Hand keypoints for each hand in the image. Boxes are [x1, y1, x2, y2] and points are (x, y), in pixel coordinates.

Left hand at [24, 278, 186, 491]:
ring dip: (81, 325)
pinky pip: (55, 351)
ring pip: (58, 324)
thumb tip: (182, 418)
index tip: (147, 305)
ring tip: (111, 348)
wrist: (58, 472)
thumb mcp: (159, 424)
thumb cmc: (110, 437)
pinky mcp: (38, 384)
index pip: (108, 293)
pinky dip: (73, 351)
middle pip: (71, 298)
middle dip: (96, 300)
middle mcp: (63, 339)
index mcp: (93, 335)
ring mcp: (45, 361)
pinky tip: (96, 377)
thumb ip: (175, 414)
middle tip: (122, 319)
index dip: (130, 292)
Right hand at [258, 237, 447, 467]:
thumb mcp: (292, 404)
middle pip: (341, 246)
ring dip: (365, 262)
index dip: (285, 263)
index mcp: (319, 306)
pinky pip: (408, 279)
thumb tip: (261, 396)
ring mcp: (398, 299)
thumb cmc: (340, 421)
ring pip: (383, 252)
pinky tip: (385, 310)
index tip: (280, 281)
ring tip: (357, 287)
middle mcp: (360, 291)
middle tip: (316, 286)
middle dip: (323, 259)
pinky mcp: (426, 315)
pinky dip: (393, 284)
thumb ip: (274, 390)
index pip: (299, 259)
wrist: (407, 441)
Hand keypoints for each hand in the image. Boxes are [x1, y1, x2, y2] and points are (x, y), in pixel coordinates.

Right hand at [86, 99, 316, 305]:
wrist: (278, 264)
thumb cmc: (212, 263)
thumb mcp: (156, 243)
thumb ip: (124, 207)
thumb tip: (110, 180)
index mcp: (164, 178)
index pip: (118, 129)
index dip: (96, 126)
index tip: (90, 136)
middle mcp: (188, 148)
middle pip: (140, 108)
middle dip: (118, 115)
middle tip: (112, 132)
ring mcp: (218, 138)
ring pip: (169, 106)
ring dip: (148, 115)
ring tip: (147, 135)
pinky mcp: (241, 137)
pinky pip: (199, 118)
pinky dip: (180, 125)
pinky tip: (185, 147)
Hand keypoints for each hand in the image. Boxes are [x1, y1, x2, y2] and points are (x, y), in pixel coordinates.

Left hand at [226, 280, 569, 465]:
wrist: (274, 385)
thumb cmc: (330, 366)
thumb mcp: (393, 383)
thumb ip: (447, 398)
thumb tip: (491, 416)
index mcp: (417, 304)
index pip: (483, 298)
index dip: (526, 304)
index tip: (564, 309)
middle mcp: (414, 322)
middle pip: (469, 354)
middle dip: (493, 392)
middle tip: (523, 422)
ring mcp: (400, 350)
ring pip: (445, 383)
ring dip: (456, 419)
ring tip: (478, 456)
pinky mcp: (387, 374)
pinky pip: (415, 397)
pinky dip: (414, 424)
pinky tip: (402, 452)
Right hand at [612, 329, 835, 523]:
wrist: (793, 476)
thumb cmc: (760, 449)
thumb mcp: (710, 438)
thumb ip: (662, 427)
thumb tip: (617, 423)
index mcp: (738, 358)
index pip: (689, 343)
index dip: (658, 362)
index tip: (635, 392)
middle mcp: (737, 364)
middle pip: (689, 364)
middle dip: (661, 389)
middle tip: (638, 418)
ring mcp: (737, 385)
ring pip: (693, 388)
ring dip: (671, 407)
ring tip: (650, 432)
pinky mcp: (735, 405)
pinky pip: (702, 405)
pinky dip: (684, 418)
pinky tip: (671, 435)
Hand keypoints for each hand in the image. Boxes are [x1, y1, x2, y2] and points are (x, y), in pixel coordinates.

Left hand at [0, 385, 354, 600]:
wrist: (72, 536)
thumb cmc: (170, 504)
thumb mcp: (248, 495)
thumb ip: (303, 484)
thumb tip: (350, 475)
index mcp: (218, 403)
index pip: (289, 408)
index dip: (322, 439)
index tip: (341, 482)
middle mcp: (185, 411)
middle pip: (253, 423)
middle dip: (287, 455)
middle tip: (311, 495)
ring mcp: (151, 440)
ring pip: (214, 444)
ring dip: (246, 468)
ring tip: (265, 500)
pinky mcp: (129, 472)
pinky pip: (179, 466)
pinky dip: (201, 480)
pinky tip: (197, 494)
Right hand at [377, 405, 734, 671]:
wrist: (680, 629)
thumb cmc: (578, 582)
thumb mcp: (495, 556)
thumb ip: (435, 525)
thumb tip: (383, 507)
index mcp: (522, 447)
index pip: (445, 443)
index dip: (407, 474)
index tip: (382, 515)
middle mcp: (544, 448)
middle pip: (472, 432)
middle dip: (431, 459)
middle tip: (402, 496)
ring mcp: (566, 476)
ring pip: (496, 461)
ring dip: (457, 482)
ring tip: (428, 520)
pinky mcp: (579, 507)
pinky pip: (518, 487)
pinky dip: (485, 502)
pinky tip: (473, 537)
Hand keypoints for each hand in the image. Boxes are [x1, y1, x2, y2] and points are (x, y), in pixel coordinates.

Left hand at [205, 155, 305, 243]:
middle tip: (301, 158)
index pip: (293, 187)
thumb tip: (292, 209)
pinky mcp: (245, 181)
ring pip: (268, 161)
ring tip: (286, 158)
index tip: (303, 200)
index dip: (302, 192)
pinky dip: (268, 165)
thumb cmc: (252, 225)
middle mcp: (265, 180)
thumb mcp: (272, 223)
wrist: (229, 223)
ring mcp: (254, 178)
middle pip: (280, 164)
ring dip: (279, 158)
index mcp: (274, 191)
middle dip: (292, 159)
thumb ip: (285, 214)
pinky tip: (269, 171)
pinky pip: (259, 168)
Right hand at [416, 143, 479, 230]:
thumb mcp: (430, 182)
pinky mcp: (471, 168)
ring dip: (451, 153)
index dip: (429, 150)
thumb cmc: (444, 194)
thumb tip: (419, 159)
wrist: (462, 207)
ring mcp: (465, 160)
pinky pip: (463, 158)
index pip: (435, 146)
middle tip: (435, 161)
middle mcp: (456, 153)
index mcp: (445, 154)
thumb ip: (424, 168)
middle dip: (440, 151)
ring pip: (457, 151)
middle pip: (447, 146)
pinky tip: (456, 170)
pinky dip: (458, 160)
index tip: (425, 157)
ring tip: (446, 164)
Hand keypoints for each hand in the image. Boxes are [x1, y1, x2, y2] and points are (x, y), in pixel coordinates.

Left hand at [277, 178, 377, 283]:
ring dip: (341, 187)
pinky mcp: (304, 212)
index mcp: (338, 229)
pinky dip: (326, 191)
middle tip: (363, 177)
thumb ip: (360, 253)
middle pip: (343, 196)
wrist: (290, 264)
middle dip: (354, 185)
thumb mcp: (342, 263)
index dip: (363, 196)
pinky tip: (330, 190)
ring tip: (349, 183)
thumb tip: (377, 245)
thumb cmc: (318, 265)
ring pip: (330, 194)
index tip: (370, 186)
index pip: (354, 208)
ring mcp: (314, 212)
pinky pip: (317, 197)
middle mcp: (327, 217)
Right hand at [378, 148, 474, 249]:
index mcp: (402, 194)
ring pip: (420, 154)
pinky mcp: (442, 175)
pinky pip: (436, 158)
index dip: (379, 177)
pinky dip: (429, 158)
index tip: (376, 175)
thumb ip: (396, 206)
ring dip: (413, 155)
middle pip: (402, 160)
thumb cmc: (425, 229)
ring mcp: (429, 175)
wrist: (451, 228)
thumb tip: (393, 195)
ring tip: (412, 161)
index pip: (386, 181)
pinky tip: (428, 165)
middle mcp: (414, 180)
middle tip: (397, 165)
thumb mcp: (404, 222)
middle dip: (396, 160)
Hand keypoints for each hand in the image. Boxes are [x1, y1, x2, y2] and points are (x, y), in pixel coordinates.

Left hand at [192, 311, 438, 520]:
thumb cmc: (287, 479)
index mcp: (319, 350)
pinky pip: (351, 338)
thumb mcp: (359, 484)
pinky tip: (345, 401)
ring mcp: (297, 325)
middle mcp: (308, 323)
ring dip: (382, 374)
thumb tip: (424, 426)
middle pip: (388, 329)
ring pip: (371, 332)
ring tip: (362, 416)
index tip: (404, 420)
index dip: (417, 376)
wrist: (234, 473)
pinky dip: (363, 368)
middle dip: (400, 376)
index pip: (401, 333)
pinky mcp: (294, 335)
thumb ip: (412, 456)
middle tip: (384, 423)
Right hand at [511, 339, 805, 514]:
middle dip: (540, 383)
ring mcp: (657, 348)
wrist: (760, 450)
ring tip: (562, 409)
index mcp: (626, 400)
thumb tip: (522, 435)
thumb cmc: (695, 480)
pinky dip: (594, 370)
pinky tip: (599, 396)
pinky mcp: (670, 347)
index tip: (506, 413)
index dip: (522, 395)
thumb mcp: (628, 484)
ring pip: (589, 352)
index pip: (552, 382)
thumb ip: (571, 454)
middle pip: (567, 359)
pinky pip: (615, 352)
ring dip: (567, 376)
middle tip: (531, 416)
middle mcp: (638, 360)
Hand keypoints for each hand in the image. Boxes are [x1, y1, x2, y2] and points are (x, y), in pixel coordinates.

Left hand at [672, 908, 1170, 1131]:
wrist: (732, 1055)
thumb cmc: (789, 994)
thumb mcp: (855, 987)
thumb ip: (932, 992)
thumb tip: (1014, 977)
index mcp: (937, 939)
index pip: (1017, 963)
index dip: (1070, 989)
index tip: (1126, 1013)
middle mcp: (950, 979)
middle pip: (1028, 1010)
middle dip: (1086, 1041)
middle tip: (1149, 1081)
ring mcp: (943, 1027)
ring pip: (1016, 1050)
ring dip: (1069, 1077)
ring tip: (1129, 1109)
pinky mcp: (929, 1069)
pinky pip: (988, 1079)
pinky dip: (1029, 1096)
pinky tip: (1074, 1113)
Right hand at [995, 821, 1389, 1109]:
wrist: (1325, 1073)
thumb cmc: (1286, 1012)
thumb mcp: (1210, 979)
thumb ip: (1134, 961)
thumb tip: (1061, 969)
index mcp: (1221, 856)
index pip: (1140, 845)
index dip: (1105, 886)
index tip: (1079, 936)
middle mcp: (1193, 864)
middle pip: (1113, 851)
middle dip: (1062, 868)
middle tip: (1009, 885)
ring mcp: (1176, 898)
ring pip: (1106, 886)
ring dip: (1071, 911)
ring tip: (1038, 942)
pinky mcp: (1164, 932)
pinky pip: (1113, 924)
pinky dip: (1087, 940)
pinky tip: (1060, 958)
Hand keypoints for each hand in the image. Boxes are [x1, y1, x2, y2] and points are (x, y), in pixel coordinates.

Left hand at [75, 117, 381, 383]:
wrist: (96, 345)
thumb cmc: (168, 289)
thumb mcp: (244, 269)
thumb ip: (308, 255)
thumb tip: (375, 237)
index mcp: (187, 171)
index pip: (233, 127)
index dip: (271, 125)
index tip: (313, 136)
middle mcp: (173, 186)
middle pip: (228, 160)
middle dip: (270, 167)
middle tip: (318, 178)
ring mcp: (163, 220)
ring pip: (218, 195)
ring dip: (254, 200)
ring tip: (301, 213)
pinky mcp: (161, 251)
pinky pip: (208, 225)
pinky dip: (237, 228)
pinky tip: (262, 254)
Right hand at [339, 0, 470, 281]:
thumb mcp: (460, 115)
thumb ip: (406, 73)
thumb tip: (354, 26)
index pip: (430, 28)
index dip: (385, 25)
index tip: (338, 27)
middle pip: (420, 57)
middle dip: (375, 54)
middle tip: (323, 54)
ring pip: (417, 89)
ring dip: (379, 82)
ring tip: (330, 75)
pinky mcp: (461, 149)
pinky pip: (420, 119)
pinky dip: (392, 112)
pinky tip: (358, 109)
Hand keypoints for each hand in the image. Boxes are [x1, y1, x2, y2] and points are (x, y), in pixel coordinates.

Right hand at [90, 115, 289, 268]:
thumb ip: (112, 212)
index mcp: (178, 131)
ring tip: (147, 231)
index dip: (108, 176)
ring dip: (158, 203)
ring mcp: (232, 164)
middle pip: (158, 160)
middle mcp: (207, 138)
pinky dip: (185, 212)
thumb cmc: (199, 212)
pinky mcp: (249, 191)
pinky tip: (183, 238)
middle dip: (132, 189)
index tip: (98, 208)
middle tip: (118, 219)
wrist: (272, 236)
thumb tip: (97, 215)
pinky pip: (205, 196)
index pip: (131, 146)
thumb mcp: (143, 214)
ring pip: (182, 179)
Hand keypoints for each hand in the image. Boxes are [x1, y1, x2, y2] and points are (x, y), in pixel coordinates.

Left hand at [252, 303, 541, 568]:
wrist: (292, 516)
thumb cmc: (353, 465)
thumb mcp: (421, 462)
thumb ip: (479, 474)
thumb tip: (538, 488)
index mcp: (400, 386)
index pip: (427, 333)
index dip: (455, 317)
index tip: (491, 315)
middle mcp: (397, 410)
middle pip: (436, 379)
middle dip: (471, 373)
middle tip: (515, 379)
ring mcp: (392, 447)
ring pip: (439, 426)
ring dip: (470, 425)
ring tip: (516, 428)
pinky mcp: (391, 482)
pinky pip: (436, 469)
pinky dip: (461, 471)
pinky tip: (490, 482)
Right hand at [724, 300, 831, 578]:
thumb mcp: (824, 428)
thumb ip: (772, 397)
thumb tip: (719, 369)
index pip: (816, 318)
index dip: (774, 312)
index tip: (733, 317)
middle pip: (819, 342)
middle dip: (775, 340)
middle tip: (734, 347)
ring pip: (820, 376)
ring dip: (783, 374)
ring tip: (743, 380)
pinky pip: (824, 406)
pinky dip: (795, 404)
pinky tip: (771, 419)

-----

Assignment: Copy the stretch of the records above that runs from the line with "pinky pip: (415, 397)" through the line with "pinky tip: (197, 494)". Both end lines belong in the copy, and nothing else does.

Answer to the problem:
pinky pip: (415, 397)
pinky dip: (414, 424)
pinky tip: (402, 452)
Right hand at [612, 329, 835, 523]:
wrist: (793, 476)
thumb cmc: (760, 449)
thumb mcp: (710, 438)
thumb ip: (662, 427)
thumb tip: (617, 423)
index mcp: (738, 358)
index pip: (689, 343)
index dip: (658, 362)
index tip: (635, 392)
middle mcp: (737, 364)
middle pip: (689, 364)
middle dip: (661, 389)
middle tip: (638, 418)
ring mcp: (737, 385)
ring pip: (693, 388)
ring dip: (671, 407)
ring tip: (650, 432)
pinky mcp: (735, 405)
pinky pip: (702, 405)
pinky dip: (684, 418)
pinky tip: (671, 435)
Hand keypoints for each hand in the image. Boxes are [x1, y1, x2, y2] and points are (x, y), in pixel coordinates.

Left hand at [0, 385, 354, 600]:
wrist: (72, 536)
thumb cmc: (170, 504)
thumb mcp: (248, 495)
thumb ip: (303, 484)
thumb tip: (350, 475)
index mcp: (218, 403)
index pip: (289, 408)
index dip: (322, 439)
index tip: (341, 482)
middle mcp: (185, 411)
middle pip: (253, 423)
middle dip: (287, 455)
middle tip: (311, 495)
ring mcp: (151, 440)
ring pip: (214, 444)
ring dip: (246, 468)
ring tip: (265, 500)
pinky mcp: (129, 472)
pinky pip: (179, 466)
pinky dip: (201, 480)
pinky tip: (197, 494)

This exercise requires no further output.